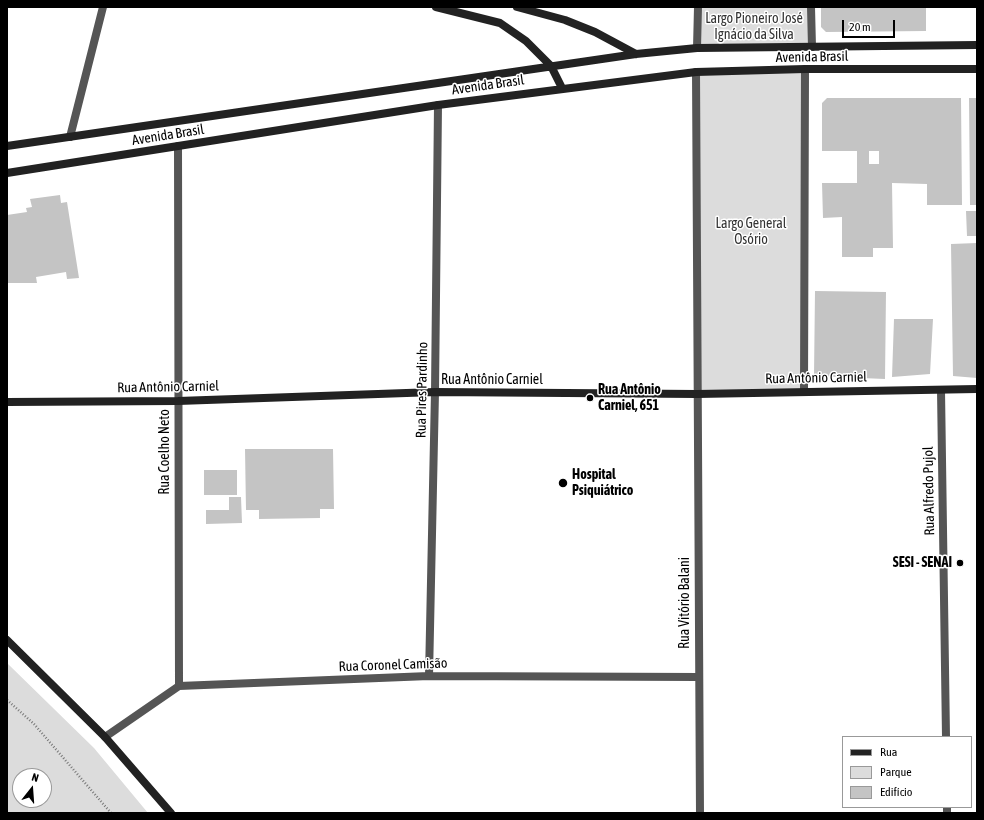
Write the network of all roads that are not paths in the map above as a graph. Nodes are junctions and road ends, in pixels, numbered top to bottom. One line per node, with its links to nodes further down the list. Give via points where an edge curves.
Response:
1 (104, 7): 16 (street)
2 (436, 7): 10 (main road, via 500,23 526,41)
3 (517, 7): 9 (main road, via 565,20 595,32)
4 (698, 7): 8 (street)
5 (811, 7): 7 (street)
6 (977, 45): 7 (main road, Avenida Brasil)
7 (812, 47): 8 (main road, Avenida Brasil)
8 (697, 48): 9 (main road, Avenida Brasil)
9 (636, 54): 10 (main road, Avenida Brasil)
10 (551, 66): 14 (main road); 16 (main road, Avenida Brasil)
11 (805, 69): 12 (main road, Avenida Brasil); 13 (main road, Avenida Brasil); 22 (street)
12 (977, 69)
13 (696, 72): 14 (main road, Avenida Brasil); 24 (street)
14 (562, 88): 15 (main road, Avenida Brasil)
15 (438, 104): 18 (main road, Avenida Brasil); 23 (street, Rua Pires Pardinho)
16 (70, 137): 17 (main road, Avenida Brasil)
17 (7, 146)
18 (178, 146): 19 (main road, Avenida Brasil); 25 (street, Rua Coelho Neto)
19 (7, 173)
20 (977, 389): 21 (main road, Rua Antônio Carniel)
21 (941, 390): 22 (main road, Rua Antônio Carniel); 31 (street, Rua Alfredo Pujol)
22 (804, 391): 24 (main road, Rua Antônio Carniel)
23 (435, 392): 24 (main road, Rua Antônio Carniel); 25 (main road, Rua Antônio Carniel); 28 (street, Rua Pires Pardinho)
24 (698, 394): 29 (street, Rua Vitório Balani)
25 (178, 401): 26 (main road, Rua Antônio Carniel); 30 (street, Rua Coelho Neto)
26 (7, 402)
27 (7, 640): 32 (main road)
28 (429, 676): 29 (street, Rua Coronel Camisão); 30 (street, Rua Coronel Camisão)
29 (699, 677): 34 (street, Rua Vitório Balani)
30 (179, 686): 32 (street)
31 (946, 736)
32 (105, 737): 33 (main road)
33 (171, 813)
34 (700, 813)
#####
* [Aim of the task] Filter the data for the string "Pires". Copy each matching line.

* [Result of the exercise]
15 (438, 104): 18 (main road, Avenida Brasil); 23 (street, Rua Pires Pardinho)
23 (435, 392): 24 (main road, Rua Antônio Carniel); 25 (main road, Rua Antônio Carniel); 28 (street, Rua Pires Pardinho)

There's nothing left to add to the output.